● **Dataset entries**
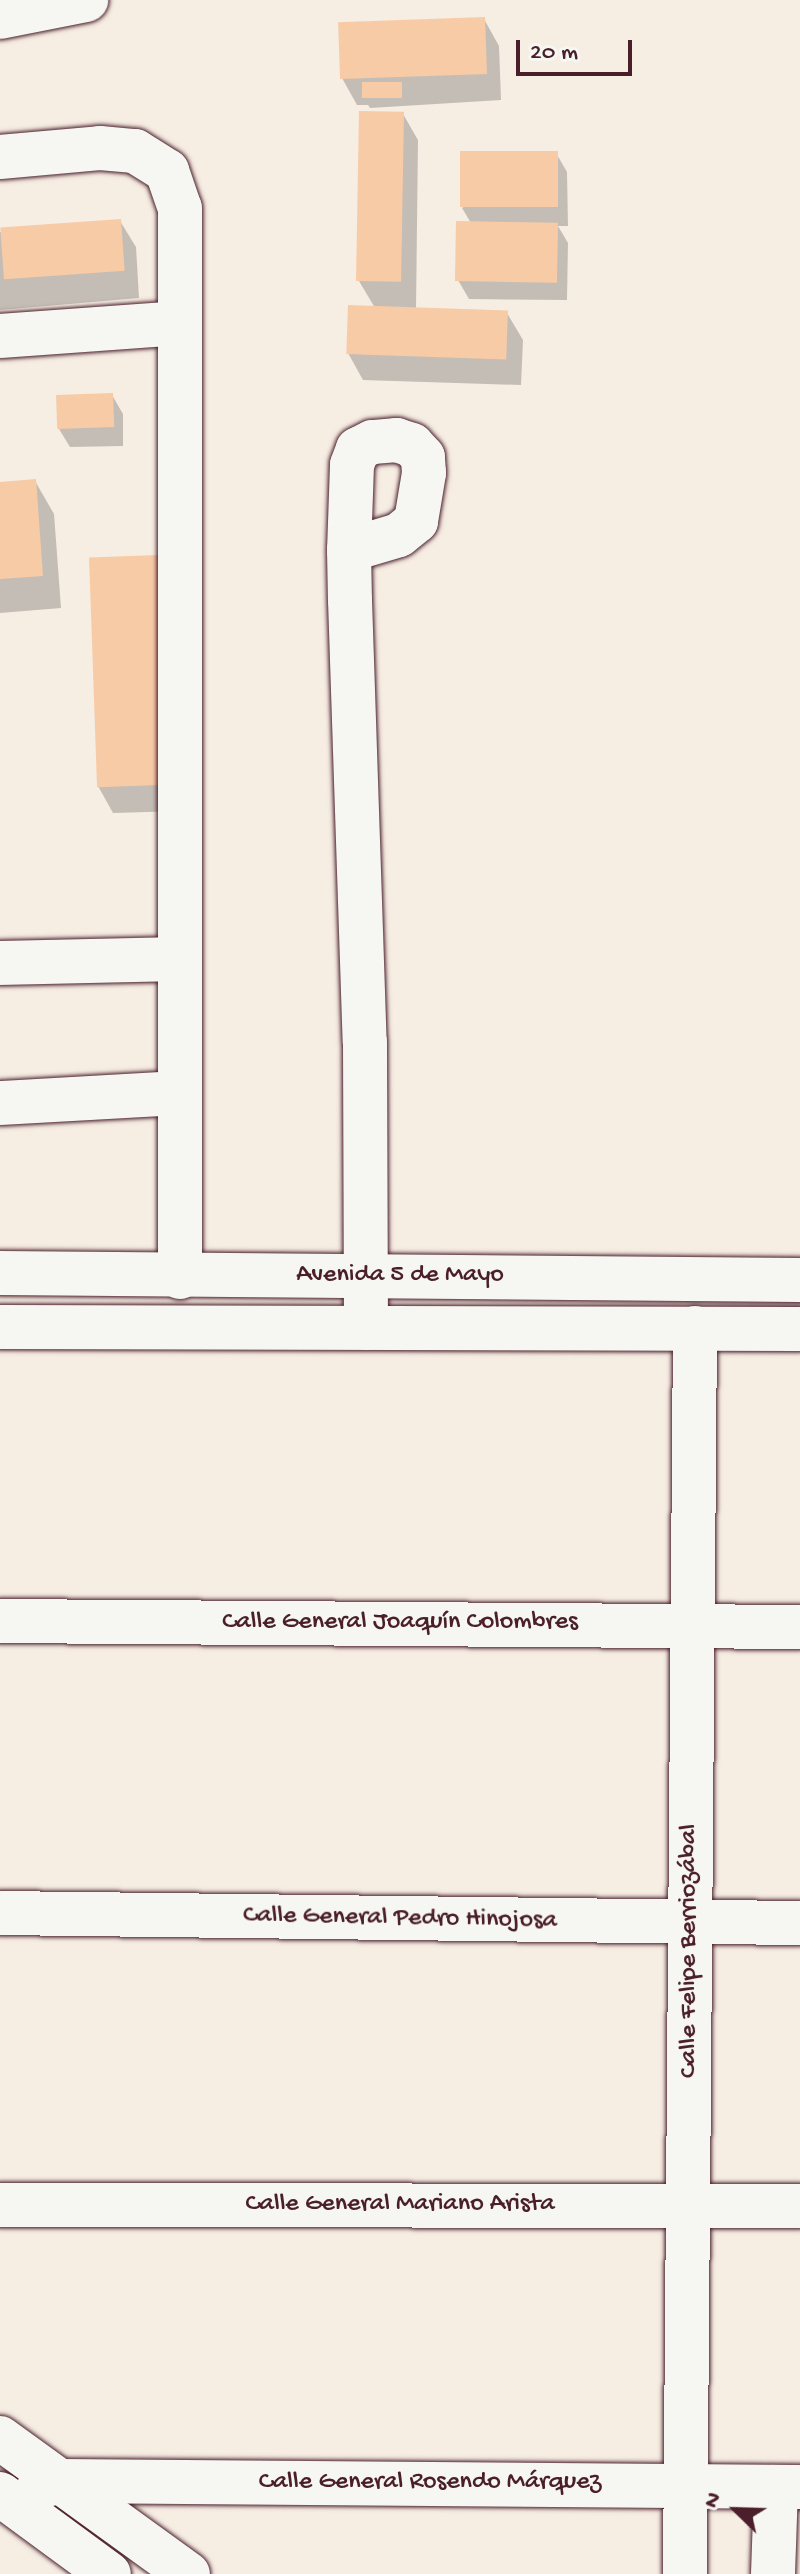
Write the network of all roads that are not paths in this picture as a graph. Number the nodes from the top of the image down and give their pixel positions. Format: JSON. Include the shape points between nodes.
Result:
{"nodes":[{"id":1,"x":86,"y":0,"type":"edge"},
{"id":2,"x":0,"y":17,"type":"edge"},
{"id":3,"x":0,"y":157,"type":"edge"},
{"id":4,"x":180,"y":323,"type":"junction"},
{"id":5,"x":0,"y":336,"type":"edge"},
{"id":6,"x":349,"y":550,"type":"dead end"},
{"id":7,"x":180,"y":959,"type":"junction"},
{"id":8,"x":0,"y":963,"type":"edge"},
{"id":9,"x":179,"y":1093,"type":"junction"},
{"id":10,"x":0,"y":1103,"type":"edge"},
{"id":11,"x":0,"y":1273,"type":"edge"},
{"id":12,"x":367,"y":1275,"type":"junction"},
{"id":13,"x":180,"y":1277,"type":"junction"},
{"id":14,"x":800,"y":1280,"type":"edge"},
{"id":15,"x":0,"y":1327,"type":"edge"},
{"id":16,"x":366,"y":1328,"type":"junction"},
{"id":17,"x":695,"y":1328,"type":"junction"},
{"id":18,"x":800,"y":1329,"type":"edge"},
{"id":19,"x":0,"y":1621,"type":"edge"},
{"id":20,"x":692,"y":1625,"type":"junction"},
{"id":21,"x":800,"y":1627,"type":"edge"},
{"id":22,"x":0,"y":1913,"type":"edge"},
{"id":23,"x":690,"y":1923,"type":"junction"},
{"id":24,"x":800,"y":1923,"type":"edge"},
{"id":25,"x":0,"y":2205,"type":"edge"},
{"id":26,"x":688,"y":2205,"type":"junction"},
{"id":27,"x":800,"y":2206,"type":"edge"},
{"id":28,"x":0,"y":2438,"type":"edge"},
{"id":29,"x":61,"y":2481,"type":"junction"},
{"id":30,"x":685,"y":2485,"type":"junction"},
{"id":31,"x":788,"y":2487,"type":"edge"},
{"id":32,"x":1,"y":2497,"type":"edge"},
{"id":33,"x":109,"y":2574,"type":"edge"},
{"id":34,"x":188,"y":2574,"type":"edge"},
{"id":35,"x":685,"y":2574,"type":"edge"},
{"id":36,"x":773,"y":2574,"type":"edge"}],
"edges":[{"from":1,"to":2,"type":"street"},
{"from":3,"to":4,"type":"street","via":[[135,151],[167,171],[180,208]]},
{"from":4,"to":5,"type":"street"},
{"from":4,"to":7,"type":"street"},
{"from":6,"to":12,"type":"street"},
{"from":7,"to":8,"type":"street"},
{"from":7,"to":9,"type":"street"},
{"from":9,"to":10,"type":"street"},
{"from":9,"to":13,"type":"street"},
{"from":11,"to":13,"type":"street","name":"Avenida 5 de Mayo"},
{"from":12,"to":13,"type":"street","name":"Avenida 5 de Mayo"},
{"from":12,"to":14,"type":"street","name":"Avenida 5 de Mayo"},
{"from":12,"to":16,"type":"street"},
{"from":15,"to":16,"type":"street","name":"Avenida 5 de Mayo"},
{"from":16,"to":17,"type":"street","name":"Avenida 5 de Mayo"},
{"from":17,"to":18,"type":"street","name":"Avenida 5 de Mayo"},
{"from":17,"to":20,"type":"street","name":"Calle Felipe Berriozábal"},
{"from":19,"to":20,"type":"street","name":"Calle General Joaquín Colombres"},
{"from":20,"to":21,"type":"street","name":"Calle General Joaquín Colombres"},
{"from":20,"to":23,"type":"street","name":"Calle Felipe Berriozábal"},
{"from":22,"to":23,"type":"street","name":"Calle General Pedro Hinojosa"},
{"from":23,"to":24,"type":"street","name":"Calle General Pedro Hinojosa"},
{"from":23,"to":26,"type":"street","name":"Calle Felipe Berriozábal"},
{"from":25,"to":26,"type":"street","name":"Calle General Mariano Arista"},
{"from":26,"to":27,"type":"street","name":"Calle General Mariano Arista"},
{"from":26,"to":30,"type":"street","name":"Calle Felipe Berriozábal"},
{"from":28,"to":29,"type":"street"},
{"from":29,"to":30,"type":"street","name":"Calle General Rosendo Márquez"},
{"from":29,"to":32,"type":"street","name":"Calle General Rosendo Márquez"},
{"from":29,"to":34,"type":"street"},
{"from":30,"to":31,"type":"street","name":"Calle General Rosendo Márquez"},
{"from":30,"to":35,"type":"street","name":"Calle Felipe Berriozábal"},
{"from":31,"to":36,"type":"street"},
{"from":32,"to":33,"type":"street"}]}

● **TASK REQUIREMENTS**
Select the lines from the entries that include the word "Márquez".

● **ANSWER FOR THE TASK**
{"from":29,"to":30,"type":"street","name":"Calle General Rosendo Márquez"},
{"from":29,"to":32,"type":"street","name":"Calle General Rosendo Márquez"},
{"from":30,"to":31,"type":"street","name":"Calle General Rosendo Márquez"},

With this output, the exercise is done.